Por último, la característica que define a la industria de defensa es el gran nivel de regulación. Regulación que obviamente determina quien puede comprar los productos de defensa. Por ejemplo, a pesar de que empresas de defensa de EEUU técnicamente son privadas, el gobierno puede ocasionalmente tener influencias detalladas en la practica de las empresas. Específicamente, el gobierno puede influir en la elección de productos, investigación y desarrollo, así como también financiando confabulaciones ( debido a ella siendo el financiador principal). Este influencia gubernamental es frecuentemente expresada emitiendo regulaciones operacionales especificas y técnicas.

Poder de adquisición turca en los años noventa.

Los cinco primeros años posteriores a la finalización de la Guerra Fría, el mercado internacional de armas inicialmente decreció en más de un 30%. La mayoría de esta reducción ocurrió dentro de la contratación de defensa nacional, por consiguiente forzando a la mayoría de los proveedores de armas a reducir su tamaño o encontrar mercados alternativos fuera del país.

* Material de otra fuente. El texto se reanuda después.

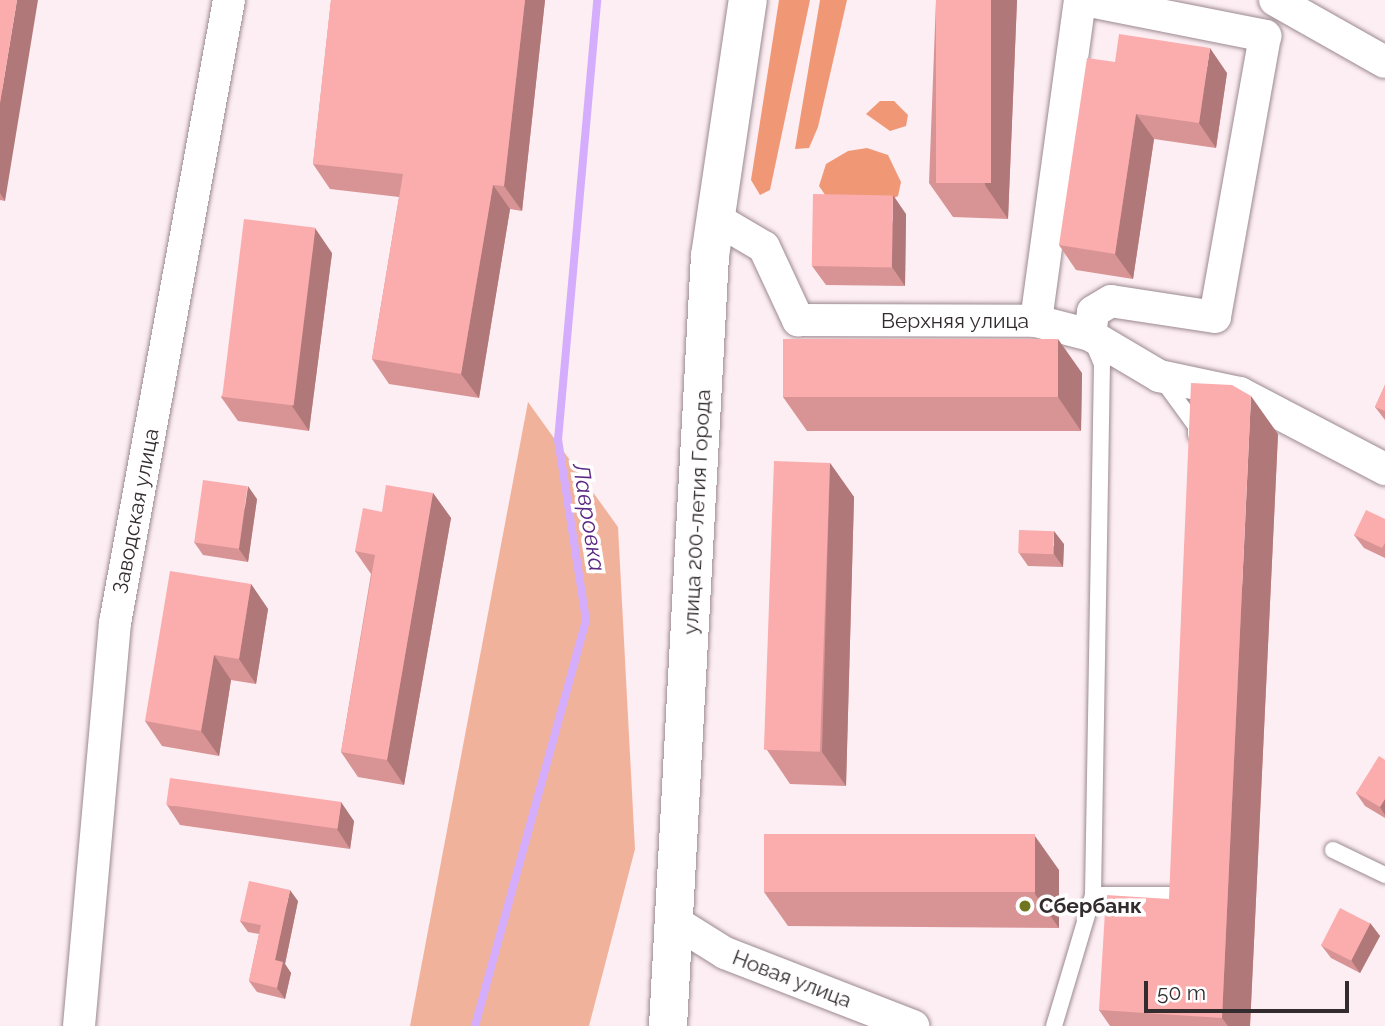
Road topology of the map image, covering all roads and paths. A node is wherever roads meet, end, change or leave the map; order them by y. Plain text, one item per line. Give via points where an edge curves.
1 (229, 0) edge
2 (748, 0) edge
3 (1082, 0) edge
4 (1275, 0) edge
5 (1385, 62) edge
6 (713, 217) junction
7 (1036, 321) junction
8 (1090, 335) junction
9 (1159, 376) junction
10 (1195, 454) edge
11 (1385, 469) edge
12 (1333, 850) dead end
13 (1183, 867) edge
14 (1385, 875) edge
15 (1093, 895) junction
16 (677, 923) junction
17 (79, 1026) edge
18 (668, 1026) edge
19 (913, 1026) edge
20 (1054, 1026) edge

1 - 17 street, Заводская улица via 115,622
2 - 6 street, улица 200-летия Города
3 - 7 street
3 - 8 street via 1265,36 1216,317 1111,301 1093,312
4 - 5 street
6 - 7 street, Верхняя улица via 764,247 798,320
6 - 16 street, улица 200-летия Города
7 - 8 street, Верхняя улица
8 - 9 street, Верхняя улица
8 - 15 lane via 1102,364
9 - 10 lane via 1196,426
9 - 11 street, Верхняя улица via 1240,393
12 - 14 lane
13 - 15 lane via 1182,895
15 - 20 lane
16 - 18 street, улица 200-летия Города
16 - 19 street, Новая улица via 725,953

Una de las principales características del mercado internacional de armas ahora es que las ventas de armas se guían principalmente por consideración económica, significando el fin de las concesiones motivadas políticamente o planes de pago de préstamo.

A este ambiente entro Turquía en un programa de modernización militar masivo enfocado en la adquisición. La proclamación de gastar de 25 a 30 billones de dólares durante cinco a diez años, y hasta 150 billones hasta 30 años electrifico al mercado internacional de armas. Ya durante el periodo de 1994-1998 Turquía estaba tercero en el ranking de receptores de armas del mundo. Los intentos turcos de comprar equipamiento sofisticado compatibles con los de la OTAN redujo el numero de proveedores potenciales, excluyendo a dos de los siete mayores proveedores, China y Rusia. Por lo tanto, cada contrato turco forma una cantidad considerable de las ventas de armas de un país. La modernización de Turquía difiere de otras ventas de armas por que prevé compras grandes constates por un período extendido, mientras que otros grandes receptores de armas usualmente escenifican compras grandes individuales intermitentes.

La tabla 2 muestra el poder de compra de Turquía. Hasta antes que la modernización comenzara, Turquía era el segundo mayor cliente de Alemania y el quinto mayor de EEUU, con 5,5 de sus 6,6 billones de dólares usados en compras de esos dos países. La adquisición pretendida para 2000 a 2002 podía convertir a Turquía en el mayor cliente de Alemania y el cuarto de EEUU. De hecho, el negocio de tanques (1000 tanques por 5 a 7 billones de dólares) por si mismo iguala a las ventas militares extranjeras de Alemania en un periodo de 3 años.

En términos económicos, la naturaleza del programa de modernización le da a Turquía un verdadero poder adquisitivo, porque hay una cantidad limitada de compradores alternativos, dada la estructura del mercado internacional de armas. Además, como miembro aliado de la OTAN, Turquía es uno de los pocos países que teoreticamente esta permitido comprar todo tipo de equipamiento.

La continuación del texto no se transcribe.